I went out on Wednesday night thinking I might get a shot of the Bone with the burners and I was really thinking the dunes [a desolate expanse located north of Nellis Air Force Base] since the previous shot were from there - but then because of the gusty winds they changed the runway and it was a south flow. I camped at Cheyenne Avenue that evening and all the heavies went and then the fighters went and no sign of the Bone. I was disappointed. To add to the disappointment, I heard the next day that the Bones are broken and will not fly in the night launch. So I had absolutely no expectations when I went down there Thursday departures were still a south flow because of the winds. One by one the heavies departed and then a bunch of fighters departed lighting the night sky with their burners.

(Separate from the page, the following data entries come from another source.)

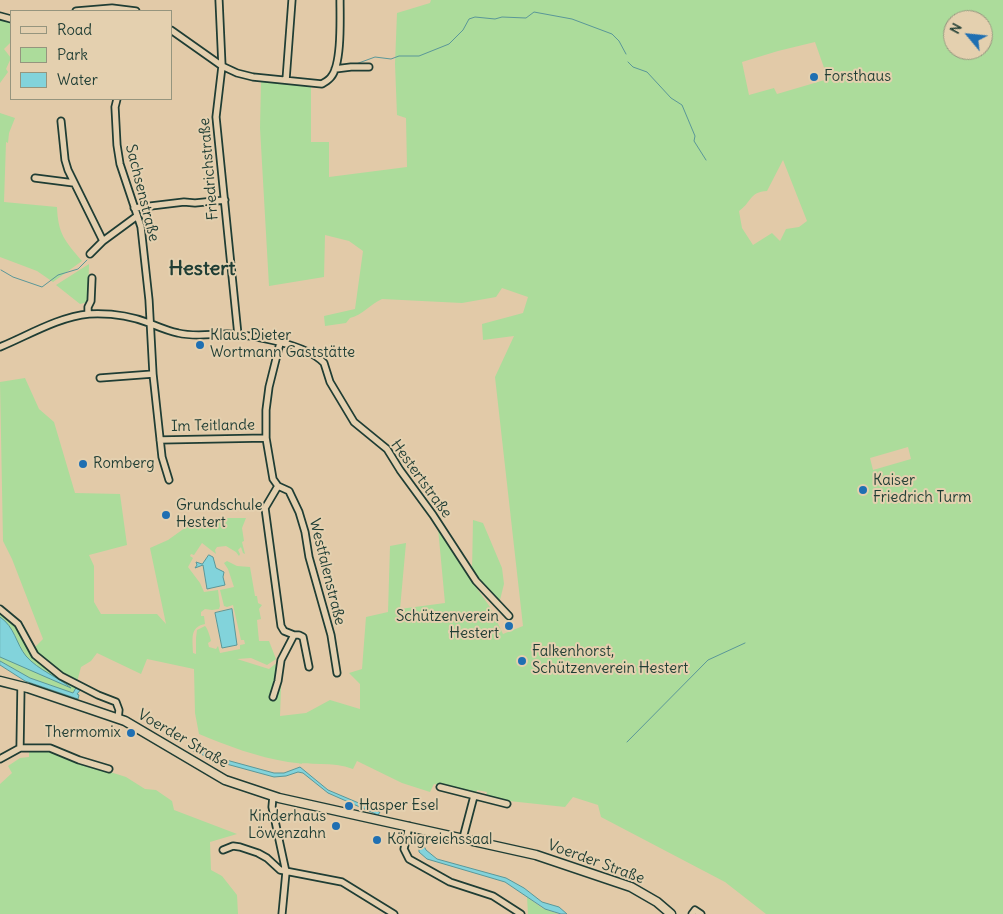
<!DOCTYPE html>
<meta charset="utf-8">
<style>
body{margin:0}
#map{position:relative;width:1003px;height:914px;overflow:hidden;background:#e2caa8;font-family:Delius,sans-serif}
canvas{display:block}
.legend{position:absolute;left:10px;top:10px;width:162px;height:90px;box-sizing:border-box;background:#e4d0af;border:1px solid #95957e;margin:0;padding:6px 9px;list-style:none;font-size:15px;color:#1f3d34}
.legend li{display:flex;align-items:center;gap:10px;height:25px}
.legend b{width:25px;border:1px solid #95957e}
.north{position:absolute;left:943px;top:10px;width:50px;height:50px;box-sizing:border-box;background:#e4d0af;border:1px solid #95957e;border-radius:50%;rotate:298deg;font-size:14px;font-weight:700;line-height:20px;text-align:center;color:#1f3d34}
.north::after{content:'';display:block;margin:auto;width:18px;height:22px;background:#1f6fb2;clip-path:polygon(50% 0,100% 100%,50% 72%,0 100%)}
</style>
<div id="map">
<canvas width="1003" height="914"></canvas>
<ul class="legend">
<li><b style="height:6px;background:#e4d0af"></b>Road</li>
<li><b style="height:14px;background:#acdc9b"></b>Park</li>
<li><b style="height:14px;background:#82d3db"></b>Water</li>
</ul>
<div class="north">N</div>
</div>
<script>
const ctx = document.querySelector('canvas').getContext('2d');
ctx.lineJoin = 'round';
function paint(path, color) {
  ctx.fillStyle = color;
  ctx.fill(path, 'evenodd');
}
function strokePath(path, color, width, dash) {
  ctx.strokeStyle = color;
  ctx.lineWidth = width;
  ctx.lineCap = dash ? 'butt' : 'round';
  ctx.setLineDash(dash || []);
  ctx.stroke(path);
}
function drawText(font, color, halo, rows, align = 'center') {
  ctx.font = font + ' Delius,sans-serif';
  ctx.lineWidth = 4;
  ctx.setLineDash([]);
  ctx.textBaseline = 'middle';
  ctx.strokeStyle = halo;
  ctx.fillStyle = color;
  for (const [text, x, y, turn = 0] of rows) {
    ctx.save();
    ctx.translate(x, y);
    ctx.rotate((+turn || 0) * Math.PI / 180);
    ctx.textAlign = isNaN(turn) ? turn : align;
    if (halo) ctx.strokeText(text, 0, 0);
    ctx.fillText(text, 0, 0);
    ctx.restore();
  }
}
paint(new Path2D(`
 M431 0H1003V914H766L725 882 601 817 598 805 573 797 565 807 509 801 508 802 486 797 487 792 477 790 476 794 434 784 430 792 402 783 357 761 353 769C332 761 310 766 288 762 257 757 228 746 199 734L195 713 194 669 147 659 141 674 97 653 91 661 81 667 77 682 53 668 33 649 43 639 12 559 3 541 0 382 25 378 39 409 54 422 75 493 120 494 127 545 89 555 94 566V602L101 614H157L166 624 150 548 168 540 189 525 209 518H246L242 528 244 541 242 542 245 554 243 553 241 547 238 550 240 554 239 556 236 552 226 546 217 547 215 550 216 554 202 543 194 555 191 554 190 556 193 558 188 567 200 583 204 592 218 590 220 606 219 609 212 610 205 609 201 612V616H204L205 624C189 627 193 640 193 653L196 654V638L197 630 205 626C208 629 210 637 211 641L208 643 209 647 216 649 218 646 220 653 240 649V645L245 644 244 640H241L233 605 227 607 224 606 220 590 234 587 228 569 224 563 227 561 237 566 250 567 255 596H257L258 603 262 605 259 609 261 619 257 620 259 641H269L276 659 267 665 251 658 237 659 269 669 279 661H282L280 716 306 713 330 700 360 709V684L349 673 362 669 366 617 388 612 390 546 406 543 400 609 445 603 438 528 461 566 490 607 503 634 523 626 495 377 514 336 483 340 482 324 523 313 528 297 502 288 496 297 462 303 382 299C370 304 363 315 350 318L346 323 325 326 324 316 355 309 363 251 349 241 325 235 324 277 269 286 260 128 261 81 311 86V142H329V177L407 167 406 118 397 115 395 64 397 13 430 3ZM953 20H983V50H953ZM815 42 828 79 777 94 774 88 749 95 742 62 778 51ZM783 160 807 221 799 227 786 229 780 241 772 233 753 245 742 228 739 211C752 202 749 192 767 191ZM908 447 911 459 873 470 870 458Z
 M0 20 11 21V42L4 49 11 58 6 69 8 72 0 83Z
 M0 113 15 118 9 133 8 143 6 142 4 202 57 207C58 234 65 241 82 261L53 282 37 271 0 257Z
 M89 264 88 302 80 304 56 285Z
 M473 520 483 523 502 568 504 584 499 604 472 571Z
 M0 611 17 625 32 652 77 686 73 693 30 678 0 661Z
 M29 751 54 752 79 762 126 777 145 789 156 790 172 801 174 810 237 834 210 842 211 870 222 876 237 895 238 914H0V784L12 773 8 766 20 758 29 757Z
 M527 897 542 908 559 914H528Z`), '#acdc9b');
const water = new Path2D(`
 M209 555 213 557 216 568 224 572 223 577 225 585 207 589 203 565 195 568 197 565 196 562 202 564Z
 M232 609 237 645 222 648 215 613Z
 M0 617C15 627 16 644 26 656 38 670 58 677 71 688L0 657Z
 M0 661 30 678 73 693 77 686 82 688 77 694 79 695 78 699 25 681 0 665Z
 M191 746 219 758 274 773H284L300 767 328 790 380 812 378 815 328 793 303 773 298 772 286 776 274 777 219 762 189 749Z
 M423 844 426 850 437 859 506 878 524 888 542 902 559 907 567 914H561L545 909 505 882 427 859 419 852V845Z`);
paint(water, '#82d3db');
strokePath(water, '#5a9798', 1);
strokePath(new Path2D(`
 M628 62 633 67 647 72 671 98 682 105 695 136 694 141 706 160
 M356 64 375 57 391 59 399 56H419L449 44 463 30 469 19 475 17 495 19 502 17 526 18 534 12 572 19 612 34 619 41 626 54
 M1 270 13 277 42 287 58 275 78 269 87 260
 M627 742 708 660 745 643`), '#5a9798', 1);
const street = new Path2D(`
 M219 0 222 66 216 117 238 335
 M76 11 112 8 136 11
 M0 16 11 19
 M171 30 222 66 237 73 253 77 322 84C325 82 329 80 331 77 342 64 340 18 340 0
 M335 69 351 67H369
 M286 80 292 0
 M117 99 115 107 117 145 120 164 141 227 149 300 153 374 162 457 169 480
 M61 121 65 160 68 170 103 241
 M35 178 74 183
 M134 208 184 202 195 203 225 200
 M90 254 103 241 137 216
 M88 314V307L91 301 92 278
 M280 343 269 387 266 410V438L273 479 278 486 265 508 281 626 284 631 294 635
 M0 347C29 335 58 317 89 314 109 313 131 316 149 323 159 327 168 331 178 333 194 337 210 334 227 334 253 335 306 344 324 363L330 382 354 422 387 449 400 470 433 515 476 581 509 616
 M100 378 153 374
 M160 440 266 438
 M278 486 289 491 299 512 305 532 309 557 331 635 337 673
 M0 609 18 624 35 655 61 676 98 695 116 702 119 710 118 719
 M273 697 278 681 281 660 294 635H299L303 637 309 667
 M20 748 21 686
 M0 759 20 748H50L79 760 109 769
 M440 787 507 804
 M273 796 272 807 286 872 282 914
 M409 826 404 849 409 859 450 882 493 896 521 914
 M463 838 474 796
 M223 850 233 846 240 847 258 853 267 858 280 870 342 882 394 914
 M692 914 695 910 701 914`);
const secondary = new Path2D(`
 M0 681 28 688 125 721 225 780 279 798 536 855 631 887 657 902 671 914`);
strokePath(street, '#1f3d34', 9);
strokePath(secondary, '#1f3d34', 11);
strokePath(street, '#e4d0af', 5.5);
strokePath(secondary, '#e4d0af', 8);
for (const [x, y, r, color] of [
 [814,77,5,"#1f6fb2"],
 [200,345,5,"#1f6fb2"],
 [83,464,5,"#1f6fb2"],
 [863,490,5,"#1f6fb2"],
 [166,515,5,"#1f6fb2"],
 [509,626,5,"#1f6fb2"],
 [522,661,5,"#1f6fb2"],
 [131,733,5,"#1f6fb2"],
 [349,806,5,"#1f6fb2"],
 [336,826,5,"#1f6fb2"],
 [377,840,5,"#1f6fb2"]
]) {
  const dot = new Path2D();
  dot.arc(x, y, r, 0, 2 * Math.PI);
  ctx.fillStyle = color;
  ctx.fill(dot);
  strokePath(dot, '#e4d0af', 2);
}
drawText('15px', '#1f3d34', '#e4d0af', [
 ["Forsthaus",824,77],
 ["Klaus Dieter",210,336],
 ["Wortmann Gaststätte",210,353],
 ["Romberg",93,464],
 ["Kaiser",873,481],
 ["Friedrich Turm",873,498],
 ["Grundschule",176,506],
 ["Hestert",176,523],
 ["Schützenverein",499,617,"right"],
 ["Hestert",499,634,"right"],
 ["Falkenhorst,",532,652],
 ["Schützenverein Hestert",532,669],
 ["Thermomix",121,733,"right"],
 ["Hasper Esel",359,806],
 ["Kinderhaus",326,817,"right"],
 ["Löwenzahn",326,834,"right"],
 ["Königreichssaal",387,840]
], 'left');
drawText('15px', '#1f3d34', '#e4d0af', [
 ["Friedrichstraße",209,169,-95],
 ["Sachsenstraße",142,193,76],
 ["Im Teitlande",213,426,-1],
 ["Hestertstraße",421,479,54],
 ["Westfalenstraße",327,572,76],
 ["Voerder Straße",183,739,30],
 ["Voerder Straße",596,862,20]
]);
drawText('bold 20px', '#1f3d34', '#e4d0af', [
 ["Hestert",202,269]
]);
</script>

It was almost around 2130-ish and I decided to pack it in as things were getting slower but just decided to hang around for a few more minutes. Then suddenly I saw lights on runway 21R, which is not where the heavies take off, the heavies taking off from 21L, so again I had no clue what the lights were attached to. Then the lights started rolling and I could not make out what it was in the darkness. Then I heard the guy beside me watching through binoculars say 'Oh its the B-1." I was like "Holy shit it's the B-1! I better not screw this up!"
I saw the shape lift skywards, I could clearly see the four flamethrowers working overtime in the back of the Bone. Those were the most beautiful burner cans I have ever seen in my life. I was watching the Bone takeoff with burners at night for the first time ever, and what a sight and sound it was—WICKED!!! You could see the afterburners even quite a distance as the Bone had them on for quite some time. I was ecstatic. I returned back to the hotel and just transferred the image from the camera to the iPhone using SnapBridge and then using PsX went for a quick and dirty edit.
And that is why my mantra is 'be lucky than good." I mean, of course, you need a certain level of proficiency in using the gear and what you do, but the rest is up to luck most of the time!
The image was shot with a Nikon D850 with a 500mm f/4 lens. My settings were Auto ISO with an aperture of f/4.